Here I'll give you an abbreviated version of what I am looking for:
Day 1- Paramount shoulder press (warm-ups), and then 185X14RP (which was a 8+4+2 or something to
that effect) twelve is the lowest I will allow myself on this movement, twenty is the highest)---the next
time you would do paramount shoulder press again would be:
Day 10--paramount shoulder press (warm-ups)
Day 20--paramount shoulder press (warm-ups)
Day 30--paramount shoulder press (warm-ups)
Day 40--paramount shoulder press (warm-ups)
Day 50--paramount shoulder press (warm-ups)
Day 60--paramount shoulder press (warm-ups)
Day 70--paramount shoulder press (warm-ups)
205x13RP DAMMIT - I BLEW IT NOW I HAVE TO GO TO DUMBELL PRESSES NEXT TIME
In the real world I doubt you would of bombed out there, I bet you would of made it up somewhere around 240 to 260 before bombing out You do 185lbs to total failure (which we will hypothetically say is 8 reps ok) FINISH ON THE NEGATIVE-rack the weight and start breathing as deeply as you can to get as much oxygen in for 12 to 15 deep breaths (during this time you might or your training partner might be getting whatever exercise your doing ready for you again--like both of you bringing the bar back to the top again etc) I say 15 deep breaths but I want that whole time period to last maybe 20 seconds tops so depending on your breathing 12 to 15 deep breaths. You went to failure with 185, you racked on the negative, took 15 deep breaths, and now you take the 185 again and go to complete failure again (lets say hypothetically failure was 4 reps) DO THE NEGATIVE PORTION 8 SECONDS DOWN AND RACK IT--15 more deep breaths, then 185 again to total failure FINISH ON THE NEGATIVE AND RACK IT. Depending on your recovery ability, the exercise and if your an advanced trainer or not instead of racking it at the very end you can "try" (and I say try) to hold the weight in a static hold for 20 seconds just before racking it(good luck you'll be shaking like a leaf at that point--I've had some words come out of my mouth trying to hold my static that could hit a triple word score on scrabble)
Reason for not doing traps: I let deadlifts and heavy rack deadlifts take care of traps.
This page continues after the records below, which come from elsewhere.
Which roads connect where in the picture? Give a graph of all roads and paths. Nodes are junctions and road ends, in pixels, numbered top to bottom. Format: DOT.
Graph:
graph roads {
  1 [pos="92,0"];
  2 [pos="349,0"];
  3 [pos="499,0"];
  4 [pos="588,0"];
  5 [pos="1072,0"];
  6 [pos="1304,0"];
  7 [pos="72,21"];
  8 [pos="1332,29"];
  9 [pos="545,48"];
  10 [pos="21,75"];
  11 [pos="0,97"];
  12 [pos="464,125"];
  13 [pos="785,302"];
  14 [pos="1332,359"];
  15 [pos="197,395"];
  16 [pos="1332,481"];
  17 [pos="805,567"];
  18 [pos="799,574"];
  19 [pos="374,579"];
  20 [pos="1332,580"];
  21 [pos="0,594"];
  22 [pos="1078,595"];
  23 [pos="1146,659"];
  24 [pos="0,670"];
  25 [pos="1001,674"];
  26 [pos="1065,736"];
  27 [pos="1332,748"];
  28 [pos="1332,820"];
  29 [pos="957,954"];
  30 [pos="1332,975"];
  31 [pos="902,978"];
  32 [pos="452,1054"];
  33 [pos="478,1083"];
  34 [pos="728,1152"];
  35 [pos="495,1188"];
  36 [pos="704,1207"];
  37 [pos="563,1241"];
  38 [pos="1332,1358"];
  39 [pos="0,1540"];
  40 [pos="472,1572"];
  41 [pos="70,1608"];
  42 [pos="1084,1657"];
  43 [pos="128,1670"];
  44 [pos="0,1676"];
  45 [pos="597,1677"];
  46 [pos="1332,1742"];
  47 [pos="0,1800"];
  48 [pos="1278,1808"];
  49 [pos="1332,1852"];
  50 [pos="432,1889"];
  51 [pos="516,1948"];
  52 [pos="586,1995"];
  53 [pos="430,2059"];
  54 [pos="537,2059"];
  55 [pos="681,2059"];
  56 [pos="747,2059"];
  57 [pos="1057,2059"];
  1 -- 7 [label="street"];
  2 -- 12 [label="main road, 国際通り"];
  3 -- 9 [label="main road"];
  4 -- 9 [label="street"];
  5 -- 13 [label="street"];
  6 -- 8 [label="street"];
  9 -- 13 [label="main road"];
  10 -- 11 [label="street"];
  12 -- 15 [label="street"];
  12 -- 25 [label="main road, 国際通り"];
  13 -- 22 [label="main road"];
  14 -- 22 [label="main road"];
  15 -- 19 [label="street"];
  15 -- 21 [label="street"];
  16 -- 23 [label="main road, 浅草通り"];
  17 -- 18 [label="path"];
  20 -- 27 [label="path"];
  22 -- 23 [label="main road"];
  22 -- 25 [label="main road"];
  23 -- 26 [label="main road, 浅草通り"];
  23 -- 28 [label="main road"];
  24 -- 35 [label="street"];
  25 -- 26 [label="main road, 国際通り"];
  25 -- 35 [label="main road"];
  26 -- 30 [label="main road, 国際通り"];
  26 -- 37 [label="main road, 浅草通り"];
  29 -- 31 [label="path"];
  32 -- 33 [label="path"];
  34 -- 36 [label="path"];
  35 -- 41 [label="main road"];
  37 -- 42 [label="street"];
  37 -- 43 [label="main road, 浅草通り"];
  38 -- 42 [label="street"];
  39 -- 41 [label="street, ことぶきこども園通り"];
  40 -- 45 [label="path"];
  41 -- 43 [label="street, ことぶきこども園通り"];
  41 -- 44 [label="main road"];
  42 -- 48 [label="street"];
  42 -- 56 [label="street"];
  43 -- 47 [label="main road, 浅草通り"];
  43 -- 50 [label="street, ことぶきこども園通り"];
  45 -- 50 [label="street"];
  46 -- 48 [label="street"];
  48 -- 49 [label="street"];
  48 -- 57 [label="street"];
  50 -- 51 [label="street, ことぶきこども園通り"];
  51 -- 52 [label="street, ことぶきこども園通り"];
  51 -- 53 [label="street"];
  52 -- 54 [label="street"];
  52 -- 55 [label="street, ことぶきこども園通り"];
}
My reasoning: I can't see where a 250lb shrug is going to beat 600lb+ rack deadlifts that I try to pull up and back at the top anyway.
How to do rack deadlifts: In a power rack, safety bars at knee level (your pulling from knee level)--keep your back arched or at least flat the entire movement (not rounded at all)--if your back starts rounding, its time to end the set or your using too much weight. Personally I pull with an overhand and underhand deadlift grip and with my arms perfectly straight, try to pull my shoulders up and back at the top. I then do about a 4-5 second negative down but I wouldn't suggest that to others unless I can show how to do it. (I keep locked---my back arched and knees slightly bent and lower it)..It kind of takes a little getting used too.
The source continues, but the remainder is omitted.